1. Use social media to help your campaign.
Yes, we just said customers are more tolerant of e-mail pitches. But an established social media presence will smooth and enhance the path to direct communication.
“Facebook, Twitter, etcetera, are much more about the image of your brand,” says Krotz. “Use them to cultivate a presence in the minds of clients.”
Social media also can prep customers for the holiday ahead. Tweet about Valentine traditions with a connection to your products or post them on your Facebook page. And don’t forget the occasional e-mail newsletter from your business, which forms a bridge between socializing and direct offers.
2. Prep your customer e-mail lists.
E-mail marketing means content and tone. No one wants to peddle Brazilian waxes to guys or straight-razor shaves to ladies. The playful, humorous approach that puts men at ease is a dud with women, who prefer sincerity on most occasions.
Sort recipients based on the products you intend to market. For V-Day, keep it simple: men and women, then old and new customers if you have a loyalty program.
Here’s where a third-party e-mail company is invaluable. Among other services, it will sort lists, verify addresses, monitor response and stock ready-made templates for your e-mail, whether its candy hearts or candy canes. If you don’t have one, get one.
3. Put added value in your e-mail pitch.
Valentine’s Day (like Mother’s Day, Father’s Day and Christmas) is more personal and often more fraught. Connect with customers by being helpful in their time of shopping stress.
Include Valentine’s date ideas for your male clients. Suggest a gift card purchase option to if they’re stumped for ideas. Remember: men spend twice as much as women on V-Day, according to the National Retail Federation.
Cite brief customer testimonials, which foster trust. Thank clients that bought last Valentine’s Day by offering a bigger discount this year. Distinguish your local business from national competitors by assuring delivery as late as possible near or on the big day.
4. Find strategic partners that enhance your offer.
Let’s say you sell a Valentine-friendly product like chocolates, but are unsure about e-marketing on your own. Or maybe your business is fairly new and you don’t have a big customer list yet.

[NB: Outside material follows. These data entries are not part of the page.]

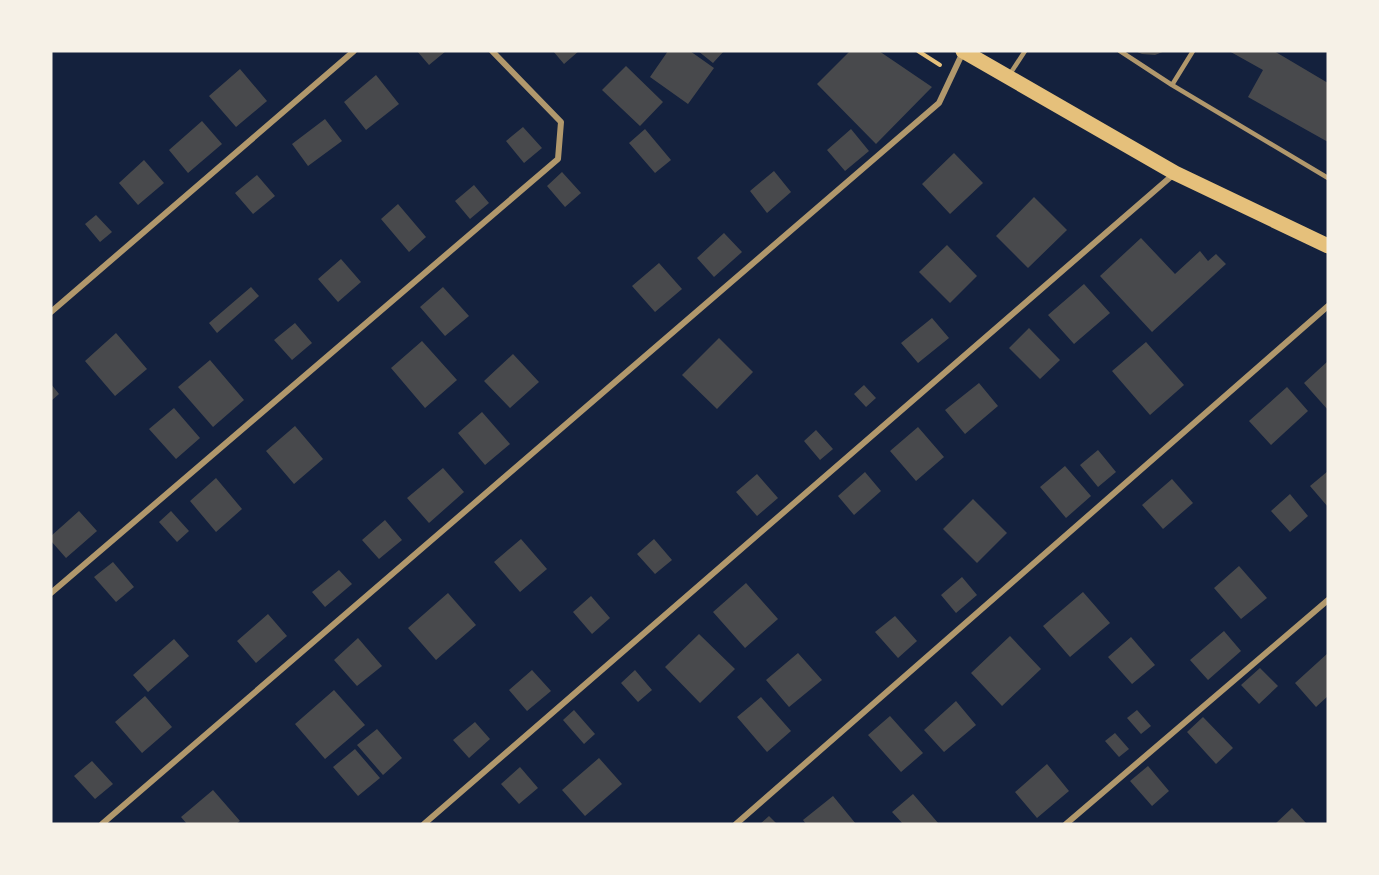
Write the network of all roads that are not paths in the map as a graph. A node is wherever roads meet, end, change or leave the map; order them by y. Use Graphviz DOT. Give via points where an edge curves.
graph roads {
  1 [pos="354,51"];
  2 [pos="492,51"];
  3 [pos="963,51"];
  4 [pos="1025,51"];
  5 [pos="1120,51"];
  6 [pos="1193,51"];
  7 [pos="1009,77"];
  8 [pos="1172,85"];
  9 [pos="1175,174"];
  10 [pos="1328,178"];
  11 [pos="1328,246"];
  12 [pos="1328,306"];
  13 [pos="51,312"];
  14 [pos="51,593"];
  15 [pos="1328,600"];
  16 [pos="102,824"];
  17 [pos="424,824"];
  18 [pos="736,824"];
  19 [pos="1066,824"];
  1 -- 13 [label="street"];
  2 -- 14 [label="street" via="561,122 558,159"];
  3 -- 7 [label="main road"];
  3 -- 16 [label="street" via="939,103"];
  4 -- 7 [label="lane"];
  5 -- 8 [label="lane"];
  6 -- 8 [label="lane"];
  7 -- 9 [label="main road"];
  8 -- 10 [label="lane"];
  9 -- 11 [label="main road"];
  9 -- 17 [label="street"];
  12 -- 18 [label="street"];
  15 -- 19 [label="street"];
}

Team with a complementary partner like a jeweler or wine store and deliver a one-two sales punch. Congrats! You just made life easier for the shopper who doesn’t want to sift through different e-mails to buy truffles and a gold bracelet. Ditto combining services: Ms. Mani/Pedi, meet Mr. Hotel Room.
5. Find strategic partners that have what you don’t.
Suppose your goods or services aren’t Valentine’s Day-oriented? Find a business that is and join forces.
Example: You run a chain of car washes. Think of guys that want to spiff up their wheels for a date and boost the offer by partnering with a florist that will leave a bouquet in every vehicle. A dry cleaner could team with a wine store or chocolate shop by offering a deal on post-Valentine stain removal.
Don’t instantly reject ideas. Consumers nowadays think in less linear and narrow ways about purchasing. Just look at the mix of offers from Groupon or LivingSocial.
6. Piggyback with deal-of-the-day merchants.
If a Groupon, LivingSocial or Gilt Groupe likes your business and you like their revenue-sharing agreement, bravo. They’ve got millions of subscribers and in-house staffs to put great spin on your stuff.
That doesn’t mean you just sit and wait. E-mail your personal customers, letting them know about the deal — nice reciprocity for a deal-of-the-day merchant since it means more subscribers. Because these merchants also include a link to your website, put more deals there. Finally, send a thank-you to every one that bought a coupon.
7. Set up a mailing schedule.
When and how much to e-mail is a huge challenge. Sensitivity to time of year is one guidepost: Are folks still paying off Christmas bills?
Another is research. Digital marketer Oneupweb reported top online sales in 2010 were February 5-6. That corresponds with e-mail offers tracked by Chad White of The Retail Email Blog. He reports Valentine e-mails peaking at an average of 2.9 a week for the week ending February 4. That same period also saw the first President’s Day and St. Patrick’s Day e-mails.
Based on the above, a month out isn’t too early. A week out is peak. Still nervous? In your first e-mail, include an option that lets recipients state how often they’re okay receiving your offers. Customers will love you for it.